United Counties seek to avoid binding arbitration on EMS

Nick Seebruch
United Counties seek to avoid binding arbitration on EMS
A Cornwall Paramedic ambulance (Ali Geary/ TC Media).

UNITED COUNTIES of SD&G, Ontario – At their September meeting, the United Counties Council of SD&G rejected a petition to declare EMS an essential service.

Their reasoning behind the rejection being that by doing so, the United Counties would change the existing collective bargaining system that they have with the paramedic service.

Tim Simpson, CAO for the United Counties said that if EMS was made an essential service, then that would make binding arbitration more likely. Simpson pointed out that the Association of Municipalities of Ontario (AMO) feel that binding arbitration is rarely favourable to municipalities.

“If a service is deemed essential, then parties go to binding arbitration,” Simpson said. “Groups like AMO have been saying for many years it is skewed against municipalities. Arbitrators don’t take into account a municipality’s ability to pay.”

The Township of South Glengarry put forward the petition to have EMS recognized as an essential service at their meeting on Sept. 4.

That motion stemmed from this year’s municipal strike in the City of Cornwall. While paramedics are City of Cornwall employees, they are a shared service with the United Counties of SD&G with the City paying 40 percent of their cost and the United Counties paying the other 60 percent.

During the strike, there were only three ambulances on the road covering Cornwall and SD&G instead of the usual nine.

“We deemed it should be an essential service,” said Frank Prevost, Deputy Mayor and Mayor-elect of South Glengarry. “You are dealing with somebody’s life.”

Prevost explained that he was not at the United Counties meeting to hear the reasons for the opposition to his township’s petition but said that he believed that the petition was something that should be looked at.

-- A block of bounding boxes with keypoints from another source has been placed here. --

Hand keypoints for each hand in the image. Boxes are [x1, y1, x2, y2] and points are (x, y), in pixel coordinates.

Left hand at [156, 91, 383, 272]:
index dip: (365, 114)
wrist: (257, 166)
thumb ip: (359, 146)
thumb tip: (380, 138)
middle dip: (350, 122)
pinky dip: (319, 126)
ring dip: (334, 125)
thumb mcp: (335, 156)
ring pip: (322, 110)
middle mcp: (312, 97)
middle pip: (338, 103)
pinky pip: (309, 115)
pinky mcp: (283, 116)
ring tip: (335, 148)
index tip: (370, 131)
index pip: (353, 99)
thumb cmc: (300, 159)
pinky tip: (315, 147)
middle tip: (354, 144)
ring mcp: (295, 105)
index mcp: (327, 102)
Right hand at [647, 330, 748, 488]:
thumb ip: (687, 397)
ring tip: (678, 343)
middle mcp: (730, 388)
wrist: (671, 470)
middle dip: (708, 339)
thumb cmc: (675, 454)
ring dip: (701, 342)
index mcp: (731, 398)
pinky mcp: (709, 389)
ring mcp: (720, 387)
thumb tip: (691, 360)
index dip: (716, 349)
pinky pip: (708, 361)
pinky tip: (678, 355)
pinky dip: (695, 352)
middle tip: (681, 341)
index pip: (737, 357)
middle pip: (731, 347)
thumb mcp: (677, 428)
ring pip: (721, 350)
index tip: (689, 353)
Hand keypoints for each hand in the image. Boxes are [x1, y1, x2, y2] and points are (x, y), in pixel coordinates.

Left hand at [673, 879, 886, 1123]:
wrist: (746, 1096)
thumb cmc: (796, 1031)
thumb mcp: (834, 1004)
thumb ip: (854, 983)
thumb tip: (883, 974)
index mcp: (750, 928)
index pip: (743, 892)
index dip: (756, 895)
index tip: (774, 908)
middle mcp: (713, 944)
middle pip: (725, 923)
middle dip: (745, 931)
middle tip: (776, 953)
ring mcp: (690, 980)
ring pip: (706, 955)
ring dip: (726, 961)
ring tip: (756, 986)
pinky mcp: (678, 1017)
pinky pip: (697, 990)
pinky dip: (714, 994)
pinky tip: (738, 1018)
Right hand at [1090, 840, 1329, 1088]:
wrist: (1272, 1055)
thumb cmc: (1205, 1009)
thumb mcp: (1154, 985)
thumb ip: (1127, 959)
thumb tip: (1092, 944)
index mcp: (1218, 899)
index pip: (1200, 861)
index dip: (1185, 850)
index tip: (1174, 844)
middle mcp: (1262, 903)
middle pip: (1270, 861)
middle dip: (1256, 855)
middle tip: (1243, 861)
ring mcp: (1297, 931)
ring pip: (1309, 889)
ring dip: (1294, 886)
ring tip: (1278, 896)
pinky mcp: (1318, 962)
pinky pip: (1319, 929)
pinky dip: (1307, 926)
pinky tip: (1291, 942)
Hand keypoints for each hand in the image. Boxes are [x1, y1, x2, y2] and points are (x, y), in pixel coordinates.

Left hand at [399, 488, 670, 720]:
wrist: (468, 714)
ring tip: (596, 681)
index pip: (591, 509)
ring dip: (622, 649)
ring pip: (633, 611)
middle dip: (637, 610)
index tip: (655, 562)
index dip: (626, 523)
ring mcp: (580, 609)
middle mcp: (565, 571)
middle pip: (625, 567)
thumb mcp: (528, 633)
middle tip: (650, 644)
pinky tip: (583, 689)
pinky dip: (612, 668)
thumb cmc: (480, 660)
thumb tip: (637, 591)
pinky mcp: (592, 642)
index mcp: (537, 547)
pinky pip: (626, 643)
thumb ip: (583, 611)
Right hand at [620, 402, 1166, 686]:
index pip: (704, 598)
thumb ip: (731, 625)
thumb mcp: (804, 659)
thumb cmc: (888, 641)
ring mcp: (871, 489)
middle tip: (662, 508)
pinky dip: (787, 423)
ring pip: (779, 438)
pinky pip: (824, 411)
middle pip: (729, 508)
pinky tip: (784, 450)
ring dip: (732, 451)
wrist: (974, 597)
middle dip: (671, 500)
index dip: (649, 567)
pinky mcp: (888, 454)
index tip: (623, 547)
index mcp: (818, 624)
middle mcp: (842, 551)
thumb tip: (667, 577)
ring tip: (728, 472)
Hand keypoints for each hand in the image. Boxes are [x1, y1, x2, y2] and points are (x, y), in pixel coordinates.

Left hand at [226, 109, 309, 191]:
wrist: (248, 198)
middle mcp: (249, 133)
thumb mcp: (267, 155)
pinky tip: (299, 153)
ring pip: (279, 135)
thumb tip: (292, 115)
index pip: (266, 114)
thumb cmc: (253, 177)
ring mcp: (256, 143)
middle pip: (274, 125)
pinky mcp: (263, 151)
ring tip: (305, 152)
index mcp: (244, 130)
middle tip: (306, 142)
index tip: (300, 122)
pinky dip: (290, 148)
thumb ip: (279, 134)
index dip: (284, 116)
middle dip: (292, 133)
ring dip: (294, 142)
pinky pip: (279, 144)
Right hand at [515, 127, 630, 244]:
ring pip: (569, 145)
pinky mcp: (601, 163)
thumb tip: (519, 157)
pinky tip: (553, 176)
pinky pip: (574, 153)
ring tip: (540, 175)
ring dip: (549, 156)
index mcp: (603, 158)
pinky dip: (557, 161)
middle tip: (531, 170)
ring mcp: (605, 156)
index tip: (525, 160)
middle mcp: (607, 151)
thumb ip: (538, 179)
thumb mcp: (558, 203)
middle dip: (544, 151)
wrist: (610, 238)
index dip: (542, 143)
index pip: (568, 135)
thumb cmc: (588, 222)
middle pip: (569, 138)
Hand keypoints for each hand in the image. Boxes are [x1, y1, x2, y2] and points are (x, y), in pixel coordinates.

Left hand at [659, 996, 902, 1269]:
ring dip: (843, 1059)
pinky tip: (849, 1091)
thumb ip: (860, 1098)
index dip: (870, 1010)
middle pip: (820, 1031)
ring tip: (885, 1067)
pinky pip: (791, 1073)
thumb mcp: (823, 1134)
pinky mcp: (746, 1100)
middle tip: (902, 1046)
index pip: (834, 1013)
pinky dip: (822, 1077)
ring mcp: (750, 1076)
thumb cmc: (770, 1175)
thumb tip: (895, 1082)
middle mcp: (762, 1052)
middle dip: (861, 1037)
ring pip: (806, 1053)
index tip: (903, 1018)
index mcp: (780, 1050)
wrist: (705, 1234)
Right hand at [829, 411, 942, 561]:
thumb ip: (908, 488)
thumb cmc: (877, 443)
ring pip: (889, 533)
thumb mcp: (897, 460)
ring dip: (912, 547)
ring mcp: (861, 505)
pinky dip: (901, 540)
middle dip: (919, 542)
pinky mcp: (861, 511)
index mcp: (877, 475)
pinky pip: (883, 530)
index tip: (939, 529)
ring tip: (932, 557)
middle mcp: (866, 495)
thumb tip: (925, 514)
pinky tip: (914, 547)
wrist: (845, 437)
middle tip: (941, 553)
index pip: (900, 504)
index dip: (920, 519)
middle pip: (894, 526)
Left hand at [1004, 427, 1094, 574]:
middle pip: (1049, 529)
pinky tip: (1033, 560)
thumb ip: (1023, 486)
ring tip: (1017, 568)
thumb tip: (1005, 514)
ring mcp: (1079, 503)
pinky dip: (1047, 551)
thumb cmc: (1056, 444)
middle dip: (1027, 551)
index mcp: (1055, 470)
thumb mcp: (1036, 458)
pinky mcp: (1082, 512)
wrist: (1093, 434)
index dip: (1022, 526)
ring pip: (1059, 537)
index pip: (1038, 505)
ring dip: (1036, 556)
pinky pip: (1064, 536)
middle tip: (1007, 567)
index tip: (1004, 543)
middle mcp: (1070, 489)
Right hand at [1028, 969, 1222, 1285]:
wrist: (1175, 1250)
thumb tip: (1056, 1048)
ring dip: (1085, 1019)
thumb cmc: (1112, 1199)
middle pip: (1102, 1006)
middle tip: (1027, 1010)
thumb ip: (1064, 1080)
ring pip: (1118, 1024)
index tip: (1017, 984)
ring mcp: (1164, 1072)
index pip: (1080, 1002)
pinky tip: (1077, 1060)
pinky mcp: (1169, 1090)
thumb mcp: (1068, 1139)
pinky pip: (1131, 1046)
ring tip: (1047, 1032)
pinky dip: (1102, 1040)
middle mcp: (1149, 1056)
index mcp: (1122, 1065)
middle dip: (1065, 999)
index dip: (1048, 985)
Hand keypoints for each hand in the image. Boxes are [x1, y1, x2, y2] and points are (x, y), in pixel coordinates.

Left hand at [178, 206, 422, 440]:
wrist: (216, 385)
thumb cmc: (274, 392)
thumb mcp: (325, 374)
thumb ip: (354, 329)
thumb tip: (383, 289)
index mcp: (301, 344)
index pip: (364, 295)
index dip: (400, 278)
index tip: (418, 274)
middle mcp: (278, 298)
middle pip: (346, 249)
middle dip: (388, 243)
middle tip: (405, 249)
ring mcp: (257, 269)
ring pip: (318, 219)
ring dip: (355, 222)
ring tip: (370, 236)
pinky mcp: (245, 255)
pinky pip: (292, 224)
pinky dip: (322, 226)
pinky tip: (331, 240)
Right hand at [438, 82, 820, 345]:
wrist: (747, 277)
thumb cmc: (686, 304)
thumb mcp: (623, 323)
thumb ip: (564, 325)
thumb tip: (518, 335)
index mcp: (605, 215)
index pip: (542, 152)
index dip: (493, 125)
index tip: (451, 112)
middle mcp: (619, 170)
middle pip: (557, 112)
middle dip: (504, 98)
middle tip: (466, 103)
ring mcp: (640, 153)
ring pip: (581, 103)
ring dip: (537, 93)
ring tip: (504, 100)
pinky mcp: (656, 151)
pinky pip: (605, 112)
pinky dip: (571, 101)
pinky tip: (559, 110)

“While these strikes reduce service levels, these impacts are mitigated via the approval of a level of service agreement between the employer and union, which ensures a minimum level of service during the labour disruption,” reads a report prepared by Counties administration for Council. “Furthermore, during a strike, local resources are augmented by the use of non-unionized management staff and resources from neighbouring municipalities, as mandated by the Province.”